Determine how many lines in the listing that follows include "Ekin". Answer only with that number.

- Opening Delimiter -

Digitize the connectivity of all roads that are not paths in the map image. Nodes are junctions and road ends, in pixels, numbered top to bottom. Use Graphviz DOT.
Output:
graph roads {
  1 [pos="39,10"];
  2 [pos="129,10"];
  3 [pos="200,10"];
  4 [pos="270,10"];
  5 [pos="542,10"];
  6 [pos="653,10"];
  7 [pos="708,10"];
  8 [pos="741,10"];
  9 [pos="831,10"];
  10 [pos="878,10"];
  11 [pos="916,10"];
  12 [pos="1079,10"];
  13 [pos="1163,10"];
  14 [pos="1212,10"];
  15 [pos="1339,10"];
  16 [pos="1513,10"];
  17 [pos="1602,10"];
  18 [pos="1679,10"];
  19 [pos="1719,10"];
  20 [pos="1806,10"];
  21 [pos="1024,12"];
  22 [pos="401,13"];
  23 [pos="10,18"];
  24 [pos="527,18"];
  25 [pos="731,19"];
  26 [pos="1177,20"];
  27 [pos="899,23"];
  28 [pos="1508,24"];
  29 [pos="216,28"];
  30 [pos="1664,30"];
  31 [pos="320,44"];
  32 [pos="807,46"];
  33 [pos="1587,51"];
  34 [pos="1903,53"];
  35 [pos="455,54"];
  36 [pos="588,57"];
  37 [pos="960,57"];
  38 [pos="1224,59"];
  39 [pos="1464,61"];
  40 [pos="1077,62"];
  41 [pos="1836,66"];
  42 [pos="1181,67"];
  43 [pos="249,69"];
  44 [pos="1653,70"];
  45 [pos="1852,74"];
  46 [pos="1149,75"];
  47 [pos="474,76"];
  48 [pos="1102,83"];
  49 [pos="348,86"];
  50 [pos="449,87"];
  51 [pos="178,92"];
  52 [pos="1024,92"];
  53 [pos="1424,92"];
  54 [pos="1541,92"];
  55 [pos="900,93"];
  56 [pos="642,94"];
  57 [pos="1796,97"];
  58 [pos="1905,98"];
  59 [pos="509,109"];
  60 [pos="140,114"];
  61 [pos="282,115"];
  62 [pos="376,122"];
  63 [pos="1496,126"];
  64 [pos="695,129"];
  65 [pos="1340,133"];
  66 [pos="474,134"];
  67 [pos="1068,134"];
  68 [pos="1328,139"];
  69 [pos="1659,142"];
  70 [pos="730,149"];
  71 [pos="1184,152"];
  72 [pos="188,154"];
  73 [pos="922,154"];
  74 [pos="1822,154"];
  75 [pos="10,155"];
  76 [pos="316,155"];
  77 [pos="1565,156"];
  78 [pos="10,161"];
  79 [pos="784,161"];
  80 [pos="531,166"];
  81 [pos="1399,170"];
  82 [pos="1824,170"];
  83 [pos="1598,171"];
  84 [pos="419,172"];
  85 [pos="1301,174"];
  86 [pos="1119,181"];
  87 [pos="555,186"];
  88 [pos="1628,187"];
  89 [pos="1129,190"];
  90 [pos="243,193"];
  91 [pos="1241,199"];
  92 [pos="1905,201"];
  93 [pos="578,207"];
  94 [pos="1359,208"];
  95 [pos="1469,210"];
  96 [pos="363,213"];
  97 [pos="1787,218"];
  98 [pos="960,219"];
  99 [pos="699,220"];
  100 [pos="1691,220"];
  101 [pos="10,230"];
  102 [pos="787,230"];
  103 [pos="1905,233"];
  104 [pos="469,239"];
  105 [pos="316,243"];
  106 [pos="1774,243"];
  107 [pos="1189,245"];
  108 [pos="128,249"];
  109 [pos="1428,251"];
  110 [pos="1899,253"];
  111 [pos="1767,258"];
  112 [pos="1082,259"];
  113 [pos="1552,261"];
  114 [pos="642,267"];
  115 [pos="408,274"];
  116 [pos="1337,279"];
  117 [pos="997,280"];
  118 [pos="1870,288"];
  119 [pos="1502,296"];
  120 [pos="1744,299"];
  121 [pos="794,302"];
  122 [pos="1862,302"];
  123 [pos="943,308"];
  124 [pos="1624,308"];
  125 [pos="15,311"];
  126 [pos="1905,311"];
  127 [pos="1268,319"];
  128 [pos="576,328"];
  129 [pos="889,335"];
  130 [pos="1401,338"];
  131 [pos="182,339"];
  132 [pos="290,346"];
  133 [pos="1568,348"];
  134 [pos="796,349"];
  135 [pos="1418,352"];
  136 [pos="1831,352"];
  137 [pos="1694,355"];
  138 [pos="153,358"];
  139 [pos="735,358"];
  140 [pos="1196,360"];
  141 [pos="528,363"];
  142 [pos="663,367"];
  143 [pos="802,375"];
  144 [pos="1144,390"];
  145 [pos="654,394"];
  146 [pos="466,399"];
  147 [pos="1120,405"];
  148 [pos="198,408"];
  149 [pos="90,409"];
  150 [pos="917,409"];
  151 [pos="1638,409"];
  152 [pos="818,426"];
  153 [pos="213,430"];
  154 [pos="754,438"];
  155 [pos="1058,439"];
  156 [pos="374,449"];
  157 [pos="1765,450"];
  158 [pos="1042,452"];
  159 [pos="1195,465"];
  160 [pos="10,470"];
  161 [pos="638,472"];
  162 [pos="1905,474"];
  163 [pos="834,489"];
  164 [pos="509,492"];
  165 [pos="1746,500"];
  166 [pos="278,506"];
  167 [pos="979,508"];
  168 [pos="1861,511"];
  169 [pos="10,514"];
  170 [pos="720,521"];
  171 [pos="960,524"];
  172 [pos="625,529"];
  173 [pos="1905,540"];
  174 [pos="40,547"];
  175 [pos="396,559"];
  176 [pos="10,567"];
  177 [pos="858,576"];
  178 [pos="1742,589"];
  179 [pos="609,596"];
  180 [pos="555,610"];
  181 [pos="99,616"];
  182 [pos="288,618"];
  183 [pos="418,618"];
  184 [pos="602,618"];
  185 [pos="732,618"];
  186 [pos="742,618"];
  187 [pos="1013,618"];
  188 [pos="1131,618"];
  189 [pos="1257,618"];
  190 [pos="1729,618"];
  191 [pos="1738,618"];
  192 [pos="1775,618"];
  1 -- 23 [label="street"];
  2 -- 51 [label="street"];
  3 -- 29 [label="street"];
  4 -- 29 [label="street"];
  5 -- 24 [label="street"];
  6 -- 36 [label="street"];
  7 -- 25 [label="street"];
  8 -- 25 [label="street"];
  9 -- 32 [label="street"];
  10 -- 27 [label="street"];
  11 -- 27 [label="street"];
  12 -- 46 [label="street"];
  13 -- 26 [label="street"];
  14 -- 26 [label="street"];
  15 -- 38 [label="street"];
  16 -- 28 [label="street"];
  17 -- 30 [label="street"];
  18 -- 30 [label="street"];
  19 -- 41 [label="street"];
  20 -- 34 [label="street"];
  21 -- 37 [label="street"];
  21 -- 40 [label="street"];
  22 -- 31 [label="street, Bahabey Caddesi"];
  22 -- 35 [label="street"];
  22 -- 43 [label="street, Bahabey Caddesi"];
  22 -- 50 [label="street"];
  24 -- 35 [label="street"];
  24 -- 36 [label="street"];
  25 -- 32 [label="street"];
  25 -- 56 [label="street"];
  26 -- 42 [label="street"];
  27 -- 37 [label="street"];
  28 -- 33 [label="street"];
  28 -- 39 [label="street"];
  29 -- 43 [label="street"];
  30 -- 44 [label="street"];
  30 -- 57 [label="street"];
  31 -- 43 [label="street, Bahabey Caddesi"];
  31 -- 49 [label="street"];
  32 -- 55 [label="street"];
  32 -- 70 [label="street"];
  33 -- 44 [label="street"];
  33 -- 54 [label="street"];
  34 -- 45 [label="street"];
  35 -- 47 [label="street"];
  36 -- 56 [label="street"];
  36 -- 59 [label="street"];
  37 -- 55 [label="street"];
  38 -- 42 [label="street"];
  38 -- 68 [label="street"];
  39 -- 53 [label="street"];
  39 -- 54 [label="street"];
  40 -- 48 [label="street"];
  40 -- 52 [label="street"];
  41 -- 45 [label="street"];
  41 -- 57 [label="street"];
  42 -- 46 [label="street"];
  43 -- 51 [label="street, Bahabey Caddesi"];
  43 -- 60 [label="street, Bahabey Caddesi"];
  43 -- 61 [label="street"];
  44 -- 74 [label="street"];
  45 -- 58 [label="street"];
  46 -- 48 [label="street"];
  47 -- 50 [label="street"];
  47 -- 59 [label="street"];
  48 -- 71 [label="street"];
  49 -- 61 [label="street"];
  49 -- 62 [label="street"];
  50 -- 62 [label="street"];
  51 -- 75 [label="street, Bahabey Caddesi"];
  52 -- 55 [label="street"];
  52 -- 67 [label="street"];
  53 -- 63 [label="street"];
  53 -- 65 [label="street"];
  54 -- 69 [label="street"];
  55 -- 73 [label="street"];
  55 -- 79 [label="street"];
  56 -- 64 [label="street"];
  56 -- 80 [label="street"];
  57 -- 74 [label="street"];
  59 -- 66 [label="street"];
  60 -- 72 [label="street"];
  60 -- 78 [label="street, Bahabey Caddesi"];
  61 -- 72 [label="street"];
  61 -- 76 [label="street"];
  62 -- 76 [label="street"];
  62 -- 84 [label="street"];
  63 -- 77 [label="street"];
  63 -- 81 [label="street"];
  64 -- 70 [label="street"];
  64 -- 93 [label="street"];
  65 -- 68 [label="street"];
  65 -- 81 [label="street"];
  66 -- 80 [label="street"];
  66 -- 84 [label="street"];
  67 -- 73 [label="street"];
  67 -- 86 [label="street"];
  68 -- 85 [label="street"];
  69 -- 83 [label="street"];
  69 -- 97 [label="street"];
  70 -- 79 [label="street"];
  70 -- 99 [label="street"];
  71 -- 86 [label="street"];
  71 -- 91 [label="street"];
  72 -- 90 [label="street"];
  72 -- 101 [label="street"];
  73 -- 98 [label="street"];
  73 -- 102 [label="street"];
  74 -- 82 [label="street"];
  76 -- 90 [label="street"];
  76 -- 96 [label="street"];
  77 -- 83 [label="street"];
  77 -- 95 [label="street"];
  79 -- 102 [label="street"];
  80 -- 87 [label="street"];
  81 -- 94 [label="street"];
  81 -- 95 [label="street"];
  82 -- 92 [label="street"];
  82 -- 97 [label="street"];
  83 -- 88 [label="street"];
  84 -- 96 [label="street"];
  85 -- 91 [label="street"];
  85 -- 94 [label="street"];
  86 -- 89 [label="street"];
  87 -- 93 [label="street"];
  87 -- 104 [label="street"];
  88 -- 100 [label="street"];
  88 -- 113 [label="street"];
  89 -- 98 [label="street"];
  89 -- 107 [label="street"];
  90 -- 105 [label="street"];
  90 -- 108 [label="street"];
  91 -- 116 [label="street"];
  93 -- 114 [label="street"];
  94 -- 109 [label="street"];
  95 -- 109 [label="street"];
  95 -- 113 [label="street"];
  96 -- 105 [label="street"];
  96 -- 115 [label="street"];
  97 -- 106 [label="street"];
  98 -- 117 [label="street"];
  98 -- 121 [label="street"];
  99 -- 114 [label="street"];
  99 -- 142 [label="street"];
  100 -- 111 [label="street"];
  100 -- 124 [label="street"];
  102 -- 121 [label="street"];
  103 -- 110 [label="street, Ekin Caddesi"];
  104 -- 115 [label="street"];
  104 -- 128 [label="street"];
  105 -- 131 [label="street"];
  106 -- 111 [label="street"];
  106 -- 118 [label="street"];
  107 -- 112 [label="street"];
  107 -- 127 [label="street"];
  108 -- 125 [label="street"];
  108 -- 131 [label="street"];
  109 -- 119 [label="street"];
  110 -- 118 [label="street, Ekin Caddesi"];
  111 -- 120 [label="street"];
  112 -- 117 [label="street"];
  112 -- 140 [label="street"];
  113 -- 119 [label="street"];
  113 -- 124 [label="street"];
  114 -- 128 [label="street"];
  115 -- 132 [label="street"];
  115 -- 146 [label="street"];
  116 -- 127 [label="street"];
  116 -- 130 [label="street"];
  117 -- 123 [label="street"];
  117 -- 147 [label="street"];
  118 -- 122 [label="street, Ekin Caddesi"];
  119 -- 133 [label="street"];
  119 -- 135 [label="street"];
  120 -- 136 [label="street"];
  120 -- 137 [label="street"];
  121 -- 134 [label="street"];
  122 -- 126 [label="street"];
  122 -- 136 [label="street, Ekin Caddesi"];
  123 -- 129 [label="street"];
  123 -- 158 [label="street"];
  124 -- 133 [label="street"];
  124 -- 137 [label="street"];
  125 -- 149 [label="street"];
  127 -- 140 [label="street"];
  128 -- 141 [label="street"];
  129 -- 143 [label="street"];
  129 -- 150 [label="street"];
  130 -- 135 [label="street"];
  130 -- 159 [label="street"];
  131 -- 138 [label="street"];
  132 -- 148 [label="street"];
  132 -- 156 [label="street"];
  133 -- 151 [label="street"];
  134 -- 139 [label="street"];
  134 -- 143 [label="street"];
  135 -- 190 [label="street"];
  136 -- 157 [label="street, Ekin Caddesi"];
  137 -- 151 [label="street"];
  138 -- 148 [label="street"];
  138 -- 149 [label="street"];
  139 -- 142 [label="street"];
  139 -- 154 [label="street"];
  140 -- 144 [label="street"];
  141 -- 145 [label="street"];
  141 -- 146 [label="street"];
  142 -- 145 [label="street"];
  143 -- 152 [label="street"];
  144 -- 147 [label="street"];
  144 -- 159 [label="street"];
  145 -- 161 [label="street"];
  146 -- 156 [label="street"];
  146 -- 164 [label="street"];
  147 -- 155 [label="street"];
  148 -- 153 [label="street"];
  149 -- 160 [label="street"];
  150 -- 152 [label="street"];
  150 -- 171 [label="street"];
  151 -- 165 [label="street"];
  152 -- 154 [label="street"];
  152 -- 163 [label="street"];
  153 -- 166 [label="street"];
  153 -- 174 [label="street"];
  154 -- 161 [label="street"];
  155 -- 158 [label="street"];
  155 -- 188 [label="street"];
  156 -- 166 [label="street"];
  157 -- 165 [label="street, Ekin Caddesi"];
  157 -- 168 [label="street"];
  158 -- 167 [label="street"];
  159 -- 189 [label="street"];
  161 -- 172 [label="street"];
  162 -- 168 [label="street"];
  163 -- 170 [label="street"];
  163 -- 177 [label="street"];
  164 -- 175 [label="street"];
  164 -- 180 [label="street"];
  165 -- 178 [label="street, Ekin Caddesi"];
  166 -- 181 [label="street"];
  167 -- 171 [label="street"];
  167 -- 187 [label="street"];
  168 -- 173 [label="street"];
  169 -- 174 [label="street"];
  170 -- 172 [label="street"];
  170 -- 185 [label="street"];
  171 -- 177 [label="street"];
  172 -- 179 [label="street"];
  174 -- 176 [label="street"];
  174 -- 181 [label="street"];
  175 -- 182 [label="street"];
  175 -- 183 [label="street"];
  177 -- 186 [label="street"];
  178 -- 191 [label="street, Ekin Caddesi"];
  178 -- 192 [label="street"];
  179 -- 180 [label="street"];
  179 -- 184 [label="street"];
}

- Closing Delimiter -

▸ Output of the task
8